At this interim hearing stage, there is usually not sufficient time to allow additional oral evidence, particularly in the form of cross examination. Accordingly, it is difficult if not impossible, for the court to resolve issues in factual disputes between the parties as this stage.
In addition, it is not possible for the court to examine in detail issues relating to the parties’ various contributions made during their marriage and what are their likely prospective needs. At present, it is apparent to me, for all sorts of reasons that the parties do not greatly trust one another.
Although this is an interim hearing, the same legal principles must be applied as those that are applicable at the final hearing stage. The most significant difference being that the final hearing necessarily is a more thorough and exhaustive exercise.
Applicable legal principles
Part VIII of the Family Law Act 1975 is the part of the Act dealing with property, spousal maintenance and maintenance agreement. The major provisions relating to marital property division are contained in sections 79(1); 79(2); 79(4); & 75(2) of the Act.
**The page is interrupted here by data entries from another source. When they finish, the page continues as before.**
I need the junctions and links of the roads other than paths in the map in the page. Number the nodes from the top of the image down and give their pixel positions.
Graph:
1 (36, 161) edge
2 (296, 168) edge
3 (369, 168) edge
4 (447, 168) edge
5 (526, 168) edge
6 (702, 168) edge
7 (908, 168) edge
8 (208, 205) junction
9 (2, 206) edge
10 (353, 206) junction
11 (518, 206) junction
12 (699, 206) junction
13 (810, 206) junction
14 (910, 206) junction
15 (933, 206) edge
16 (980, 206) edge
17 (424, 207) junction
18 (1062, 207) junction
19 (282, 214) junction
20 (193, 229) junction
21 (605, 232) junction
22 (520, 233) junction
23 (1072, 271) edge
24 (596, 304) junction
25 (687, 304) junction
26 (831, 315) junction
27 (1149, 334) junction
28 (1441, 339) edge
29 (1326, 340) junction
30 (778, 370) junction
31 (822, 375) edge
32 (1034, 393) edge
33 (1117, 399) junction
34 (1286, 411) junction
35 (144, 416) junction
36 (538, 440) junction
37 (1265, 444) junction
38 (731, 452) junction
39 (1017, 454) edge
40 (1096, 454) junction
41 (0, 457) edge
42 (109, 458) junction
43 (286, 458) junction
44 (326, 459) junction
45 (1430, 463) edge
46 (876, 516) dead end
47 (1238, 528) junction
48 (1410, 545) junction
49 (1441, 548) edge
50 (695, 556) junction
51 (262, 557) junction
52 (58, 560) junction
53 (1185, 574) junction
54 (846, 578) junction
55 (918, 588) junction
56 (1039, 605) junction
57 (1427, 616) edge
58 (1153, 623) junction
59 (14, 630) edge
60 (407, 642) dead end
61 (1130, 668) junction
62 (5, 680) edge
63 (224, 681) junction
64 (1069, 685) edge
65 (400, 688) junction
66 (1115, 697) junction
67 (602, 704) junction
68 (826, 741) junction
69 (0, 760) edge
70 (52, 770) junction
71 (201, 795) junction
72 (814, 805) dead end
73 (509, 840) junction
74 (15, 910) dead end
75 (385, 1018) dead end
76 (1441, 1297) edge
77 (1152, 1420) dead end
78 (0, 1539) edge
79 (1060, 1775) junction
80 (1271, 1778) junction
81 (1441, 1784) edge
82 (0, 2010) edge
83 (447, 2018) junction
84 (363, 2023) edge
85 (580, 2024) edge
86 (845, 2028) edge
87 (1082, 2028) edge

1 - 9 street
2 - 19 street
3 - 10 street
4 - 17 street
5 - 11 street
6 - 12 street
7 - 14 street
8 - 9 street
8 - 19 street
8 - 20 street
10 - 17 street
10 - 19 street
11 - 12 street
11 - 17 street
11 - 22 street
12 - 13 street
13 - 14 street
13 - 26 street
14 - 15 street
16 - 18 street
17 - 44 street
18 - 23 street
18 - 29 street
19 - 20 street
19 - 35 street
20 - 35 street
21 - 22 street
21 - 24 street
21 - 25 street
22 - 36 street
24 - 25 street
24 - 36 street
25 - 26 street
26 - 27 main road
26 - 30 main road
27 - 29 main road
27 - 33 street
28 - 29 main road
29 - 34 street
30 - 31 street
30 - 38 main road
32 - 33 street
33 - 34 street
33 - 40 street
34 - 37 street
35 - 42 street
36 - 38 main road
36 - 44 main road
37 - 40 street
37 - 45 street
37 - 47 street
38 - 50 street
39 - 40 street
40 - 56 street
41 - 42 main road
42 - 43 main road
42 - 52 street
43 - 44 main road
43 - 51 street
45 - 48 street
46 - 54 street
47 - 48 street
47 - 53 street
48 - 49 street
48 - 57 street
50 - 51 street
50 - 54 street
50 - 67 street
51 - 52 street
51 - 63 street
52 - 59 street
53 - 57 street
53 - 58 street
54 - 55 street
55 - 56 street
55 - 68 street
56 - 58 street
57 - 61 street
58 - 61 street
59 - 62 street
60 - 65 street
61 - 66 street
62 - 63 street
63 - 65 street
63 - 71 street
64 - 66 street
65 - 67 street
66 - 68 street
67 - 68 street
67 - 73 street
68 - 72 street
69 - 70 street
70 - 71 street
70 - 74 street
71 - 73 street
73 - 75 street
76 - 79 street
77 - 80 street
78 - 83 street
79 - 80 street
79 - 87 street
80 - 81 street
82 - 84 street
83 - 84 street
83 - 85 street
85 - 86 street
These provisions apply both at the interim and final stage.
Pursuant to section 79(1) the court is authorised to make such order as it considers appropriate in order to alter the interest of the parties to a marriage in relevant property.
Pursuant to section 79(2) the court is actively prevented from making such an order unless it is satisfied that it is just and equitable to do so in all the circumstances prevailing.
Section 79(4) provides the mechanics of how a court is to make an order altering marital property interests. It provides seven matters to be considered, as relevant.
Paragraphs (a); (b); and (c); categorise contributions made by marital partners, which are relevant. Paragraph (d) directs the court to take into effect of any order upon the earning capacity of either party to the marriage concerned.
Paragraph (e) directs the court to consider a list of matters contained in section 75(2), which are germane to spousal maintenance. Finally, Paragraphs (f) and (g) apply to child support and previously made parenting orders, as relevant. There is some overlap between these various provisions and not all will be applicable in every case.
In general terms, the provisions have been held to provide a process to be followed by the court, in each case, for the division of martial property. Firstly and self explicitly, it is necessary for the court to identify the extent of the property to which any order made pursuant to section 79 will apply.
Secondly, pursuant to section 79(4)(a) – (c), the court must ascertain the varying contributions, which each party has made towards the assets identified following the first step. Contributions fall into two broad categories.
The first kind is contributions to the property: financial contributions and non-financial contributions, made directly or indirectly, by or on behalf of a party to the marriage to the acquisition, conservation or improvement of any of the property.
The second kind is contributions to the welfare of the family: in the words of the section, “the contribution made by a party to the marriage to the welfare of the family constituted by the parties to the marriage, including any contribution made in the capacity of home maker or parent.”[10]
[10] See Family Law Act 1975, s.79(4)(c)
It is clear from the authorities that this second kind of contribution must be given appropriate weight and is not to be treated as a token matter or as a contribution which is inherently less valuable or important than a financial contribution to property.
The third step involves the assessment of the parties’ prospective needs, by reference to the factors set out in section 75(2) of the Family Law Act 1975. Pursuant to section 75(2)(o), the court is entitled to take into account “any fact or circumstance which, in the opinion of the court, the justice of the case requires to be taken into account”.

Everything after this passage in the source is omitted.